What question does the Lumia 900 answer? Why would you buy a Lumia over an iPhone or Android device?

The Metro interface is fun for a little while, but what feature is a Lumia 900 going to have that iPhone or Android does not after consumers tick it off their “gotta haves” list? Perhaps the responsiveness of the user interface edges out the iPhone. However, that is not going to sway anyone. Live tiles? Glorified widgets.

Walt Mossberg concludes of the device:

This is the problem: It does not actually do anything noticeably better than iOS or Android. From The Verge’s review, Josh Topolsky was smitten with the hardware, but I do not think it holds up with the iconic iPhone and runs neck and neck with HTC’s new One line at best. Moreover, once you turn it on, it has the same 4.3-inch 480-by-800 display that the HTC EVO had two years ago. Most reviews also claim it is pixellated. Mossberg is stretching with the “high-end” tag above.

The camera?

Cameras were once a Nokia strong point, but review after review claim the Lumia 900’s pictures are washed out…and that pink spot above is painful. LTE has been on most Androids for a year and will come to iPhone later this year, so that is not going to sway many. It has 16GB of RAM, but it is not upgradeable via SD Card. A single core processor is not going to impress anyone when some Androids are coming to market with quad cores, and the iPhone has been Dual Core since last year.
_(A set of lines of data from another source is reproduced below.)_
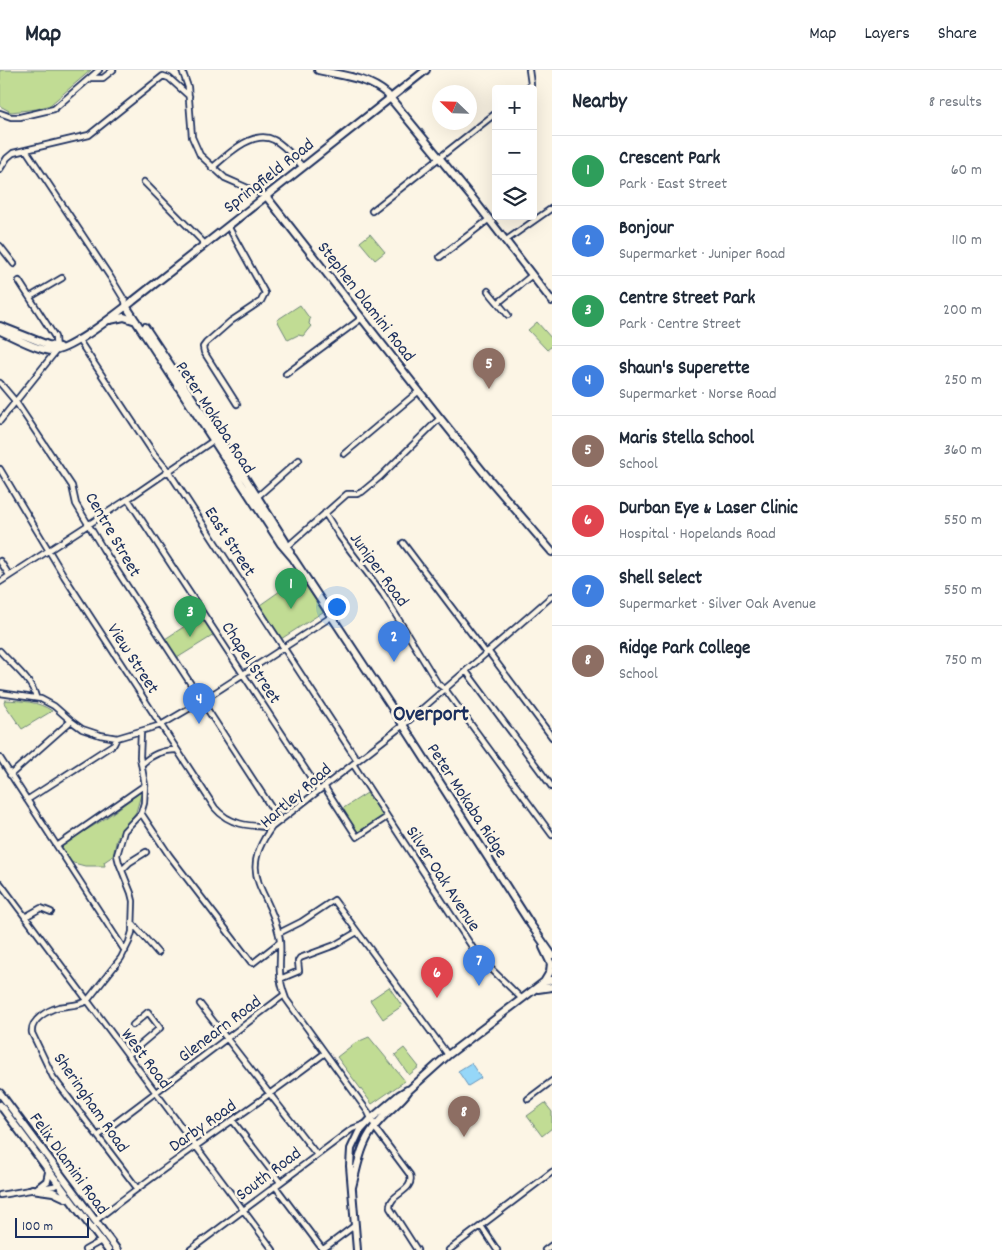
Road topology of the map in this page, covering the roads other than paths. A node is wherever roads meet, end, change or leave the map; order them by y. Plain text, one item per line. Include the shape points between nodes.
1 (182, 70) edge
2 (318, 70) edge
3 (426, 70) edge
4 (529, 70) edge
5 (98, 71) edge
6 (111, 71) edge
7 (89, 78) junction
8 (530, 85) edge
9 (381, 89) junction
10 (189, 96) junction
11 (391, 98) junction
12 (378, 108) junction
13 (2, 114) edge
14 (492, 116) edge
15 (0, 120) edge
16 (26, 150) junction
17 (440, 158) junction
18 (303, 167) junction
19 (212, 168) junction
20 (0, 169) edge
21 (144, 182) dead end
22 (266, 196) junction
23 (552, 208) edge
24 (372, 211) dead end
25 (488, 220) junction
26 (228, 226) junction
27 (505, 241) junction
28 (206, 244) junction
29 (0, 246) edge
30 (440, 257) dead end
31 (14, 264) dead end
32 (532, 275) junction
33 (62, 278) dead end
34 (20, 281) dead end
35 (488, 290) dead end
36 (30, 297) junction
37 (552, 301) edge
38 (498, 303) junction
39 (127, 304) junction
40 (508, 315) dead end
41 (362, 318) junction
42 (105, 322) junction
43 (137, 322) junction
44 (0, 326) edge
45 (0, 331) edge
46 (78, 339) junction
47 (59, 348) junction
48 (286, 374) dead end
49 (0, 383) edge
50 (419, 391) junction
51 (16, 402) junction
52 (237, 404) dead end
53 (440, 418) junction
54 (0, 421) edge
55 (214, 440) junction
56 (344, 454) dead end
57 (299, 460) dead end
58 (0, 469) edge
59 (236, 469) junction
60 (169, 472) junction
61 (257, 497) junction
62 (128, 499) junction
63 (325, 513) junction
64 (89, 525) junction
65 (403, 543) dead end
66 (286, 547) junction
67 (49, 550) junction
68 (552, 552) edge
69 (0, 561) edge
70 (9, 575) junction
71 (0, 582) edge
72 (552, 596) edge
73 (331, 617) junction
74 (284, 648) junction
75 (0, 651) edge
76 (487, 652) junction
77 (466, 672) junction
78 (244, 674) junction
79 (445, 689) junction
80 (0, 693) edge
81 (36, 697) junction
82 (202, 701) junction
83 (71, 721) junction
84 (161, 725) junction
85 (402, 726) junction
86 (141, 732) junction
87 (552, 737) edge
88 (118, 738) junction
89 (176, 750) junction
90 (0, 758) edge
91 (355, 762) junction
92 (142, 764) junction
93 (10, 775) junction
94 (145, 785) junction
95 (324, 786) junction
96 (552, 787) edge
97 (319, 790) junction
98 (27, 800) junction
99 (141, 813) junction
100 (387, 816) junction
101 (280, 820) junction
102 (272, 827) junction
103 (552, 834) edge
104 (57, 846) junction
105 (146, 852) dead end
106 (122, 870) junction
107 (0, 883) edge
108 (51, 912) dead end
109 (25, 916) junction
110 (133, 924) junction
111 (357, 932) junction
112 (536, 932) junction
113 (279, 933) junction
114 (280, 942) junction
115 (125, 951) junction
116 (158, 953) dead end
117 (552, 955) edge
118 (551, 965) edge
119 (280, 978) junction
120 (552, 980) edge
121 (544, 982) junction
122 (552, 987) edge
123 (536, 989) junction
124 (284, 994) junction
125 (522, 999) junction
126 (87, 1001) junction
127 (200, 1004) dead end
128 (133, 1025) dead end
129 (227, 1039) junction
130 (325, 1053) junction
131 (128, 1055) junction
132 (448, 1055) junction
133 (552, 1081) edge
134 (408, 1090) junction
135 (0, 1093) edge
136 (156, 1093) junction
137 (270, 1095) junction
138 (528, 1099) dead end
139 (0, 1105) edge
140 (233, 1121) junction
141 (368, 1121) junction
142 (374, 1127) junction
143 (98, 1136) junction
144 (196, 1146) junction
145 (317, 1156) junction
146 (50, 1172) junction
147 (552, 1172) edge
148 (65, 1179) junction
149 (280, 1182) junction
150 (58, 1184) junction
151 (275, 1186) junction
152 (352, 1187) junction
153 (138, 1188) junction
154 (35, 1189) junction
155 (0, 1195) edge
156 (72, 1202) junction
157 (244, 1210) junction
158 (95, 1221) junction
159 (354, 1226) junction
160 (481, 1226) junction
161 (101, 1241) junction
162 (552, 1245) edge
163 (456, 1248) edge
164 (85, 1250) edge
165 (108, 1250) edge
166 (117, 1250) edge
167 (190, 1250) edge
168 (274, 1250) edge
169 (322, 1250) edge
170 (357, 1250) edge
171 (417, 1250) edge
172 (449, 1250) edge
173 (497, 1250) edge
174 (546, 1250) edge

1 - 10 street, Stephen Dlamini Road
2 - 9 street via 364,80
3 - 11 street, Springfield Road
4 - 8 street
5 - 6 street
5 - 7 street
6 - 7 street via 103,78
7 - 13 street via 54,109 20,117
9 - 11 street
9 - 12 street
10 - 16 street via 163,76 89,135
10 - 19 street, Stephen Dlamini Road via 194,143
11 - 12 street, Springfield Road
11 - 17 street
12 - 18 street, Springfield Road
13 - 15 street
14 - 17 street
16 - 20 street via 10,155
16 - 39 street, Peter Mokaba Road
17 - 24 street
17 - 25 street
18 - 19 street via 283,146 265,138 244,143
18 - 22 street, Springfield Road
19 - 22 street, Stephen Dlamini Road via 231,182
21 - 28 street
22 - 26 street, Springfield Road
22 - 41 street, Stephen Dlamini Road
23 - 27 street
25 - 27 street
25 - 30 street
26 - 28 street, Springfield Road
26 - 52 street via 265,293 261,302 231,321 203,347
27 - 32 street
28 - 39 street, Springfield Road
29 - 31 street
32 - 37 street
32 - 38 street
33 - 36 street
34 - 36 street
35 - 38 street
36 - 47 street
38 - 40 street
39 - 42 street, Springfield Road
39 - 43 street, Peter Mokaba Road
39 - 59 street, Peter Mokaba Road
41 - 48 street
41 - 50 street, Stephen Dlamini Road
42 - 43 street via 124,317
42 - 46 street, Springfield Road
43 - 55 street, Peter Mokaba Road
44 - 47 street
45 - 47 street via 46,350
46 - 47 street, Springfield Road
46 - 60 street, East Street
47 - 51 street
49 - 51 street, Centre Street
50 - 53 street, Stephen Dlamini Road
50 - 56 street
51 - 54 street
51 - 64 street, Centre Street via 72,486 76,504
53 - 63 street via 362,492 347,494
53 - 68 street, Stephen Dlamini Road
55 - 59 street, Peter Mokaba Road
55 - 60 street
57 - 61 street
58 - 67 street, View Street
59 - 61 street, Peter Mokaba Road
59 - 66 street, Peter Mokaba Road
60 - 62 street
60 - 74 street, East Street
61 - 66 street, Peter Mokaba Road
62 - 64 street
62 - 78 street, Chapel Street
63 - 66 street
63 - 79 street, Juniper Road via 382,594 438,684
64 - 67 street
64 - 82 street, Centre Street
65 - 76 street
66 - 73 street, Peter Mokaba Ridge
67 - 70 street
67 - 84 street, View Street
69 - 70 street
70 - 71 street
72 - 76 street, Hartley Road
73 - 74 street
73 - 85 street, Peter Mokaba Ridge
74 - 78 street
74 - 91 street, East Street
75 - 81 street via 28,682
76 - 77 street, Hartley Road
76 - 87 street
77 - 79 street, Hartley Road
77 - 96 street
78 - 82 street
78 - 97 street, Chapel Street
79 - 85 street, Hartley Road
79 - 103 street, Juniper Road
80 - 81 street
81 - 83 street via 54,706
82 - 84 street
82 - 101 street, Centre Street
83 - 88 street via 91,732
83 - 93 street
84 - 86 street
84 - 89 street, View Street
85 - 91 street, Hartley Road
85 - 112 street, Peter Mokaba Ridge
86 - 88 street
86 - 92 street
88 - 98 street via 103,752
89 - 92 street via 159,752
89 - 102 street, View Street via 220,813 241,824
90 - 93 street
91 - 95 street, Hartley Road
91 - 100 street, Silver Oak Avenue
92 - 94 street
93 - 98 street
94 - 99 street
94 - 104 street
95 - 97 street, Hartley Road
95 - 100 street via 356,836
97 - 101 street, Hartley Road
98 - 104 street
99 - 106 street via 121,838 117,855
99 - 114 street via 169,855 254,963
100 - 125 street, Silver Oak Avenue via 478,956
101 - 102 street, Hartley Road
102 - 113 street, Hartley Road via 262,843 255,865
104 - 115 street
105 - 106 street
106 - 110 street via 132,893
107 - 109 street, West Road
108 - 109 street via 41,908
109 - 126 street, West Road
110 - 115 street
110 - 116 street
111 - 113 street via 334,900
111 - 119 street via 335,945 300,958 299,970
111 - 132 street
112 - 117 street, Peter Mokaba Ridge
112 - 118 street, Peter Mokaba Ridge
113 - 114 street, Hartley Road
114 - 119 street, Hartley Road
115 - 126 street
118 - 121 street
119 - 124 street, Hartley Road
120 - 121 street, South Road
121 - 123 street, South Road
122 - 123 street, South Road
123 - 125 street, South Road
124 - 129 street, Glenearn Road
124 - 130 street, Hartley Road
125 - 132 street, South Road
126 - 131 street, West Road
126 - 143 street, Sheringham Road via 52,1010 34,1022 31,1028 53,1077
127 - 129 street
128 - 131 street via 148,1012 160,1028
129 - 136 street, Glenearn Road
129 - 137 street
130 - 137 street, Darby Road
130 - 141 street, Hartley Road via 368,1112
131 - 136 street, West Road
132 - 134 street, South Road
133 - 138 street
134 - 141 street, South Road
134 - 142 street, South Road
135 - 148 street, Felix Dlamini Road
136 - 143 street, Glenearn Road
136 - 144 street, West Road
137 - 140 street, Darby Road
137 - 145 street
139 - 146 street, Felix Dlamini Road
140 - 144 street, Darby Road
140 - 149 street
141 - 142 street, Hartley Road
141 - 145 street, South Road
141 - 152 street via 358,1132 351,1149
142 - 152 street, South Road via 361,1149
142 - 171 street, Hartley Road via 410,1175 410,1183 393,1198 390,1208
143 - 153 street, Sheringham Road
144 - 153 street, Darby Road
144 - 157 street, West Road
145 - 149 street, South Road
146 - 150 street, Felix Dlamini Road
146 - 154 street via 46,1182
147 - 160 street
148 - 150 street
148 - 158 street, Felix Dlamini Road
149 - 151 street, South Road
150 - 154 street
150 - 156 street, Felix Dlamini Road
151 - 157 street, South Road
151 - 169 street
152 - 159 street
153 - 158 street, Darby Road
154 - 155 street
154 - 156 street via 53,1192
156 - 161 street, Felix Dlamini Road
157 - 167 street, South Road
157 - 168 street, West Road
158 - 166 street, Felix Dlamini Road
159 - 169 street
159 - 170 street
160 - 163 street
160 - 173 street
161 - 164 street
161 - 165 street, Felix Dlamini Road
162 - 174 street
163 - 172 street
Even with huge money thrown around, I just do not see it. I imagine Microsoft is trying to sneak its Windows Phone 7 platform in between Android and iPhone, but I do not think it has found a niche.

I have owned a few Windows Phone devices including the Samsung Focus (which is just Galaxy S hardware repurposed) and the Lumia 800 on T-Mobile. I never really needed to use the smartphones once I reviewed them, because neither of the devices could answer a problem that an Android or iPhone could not answer usually better.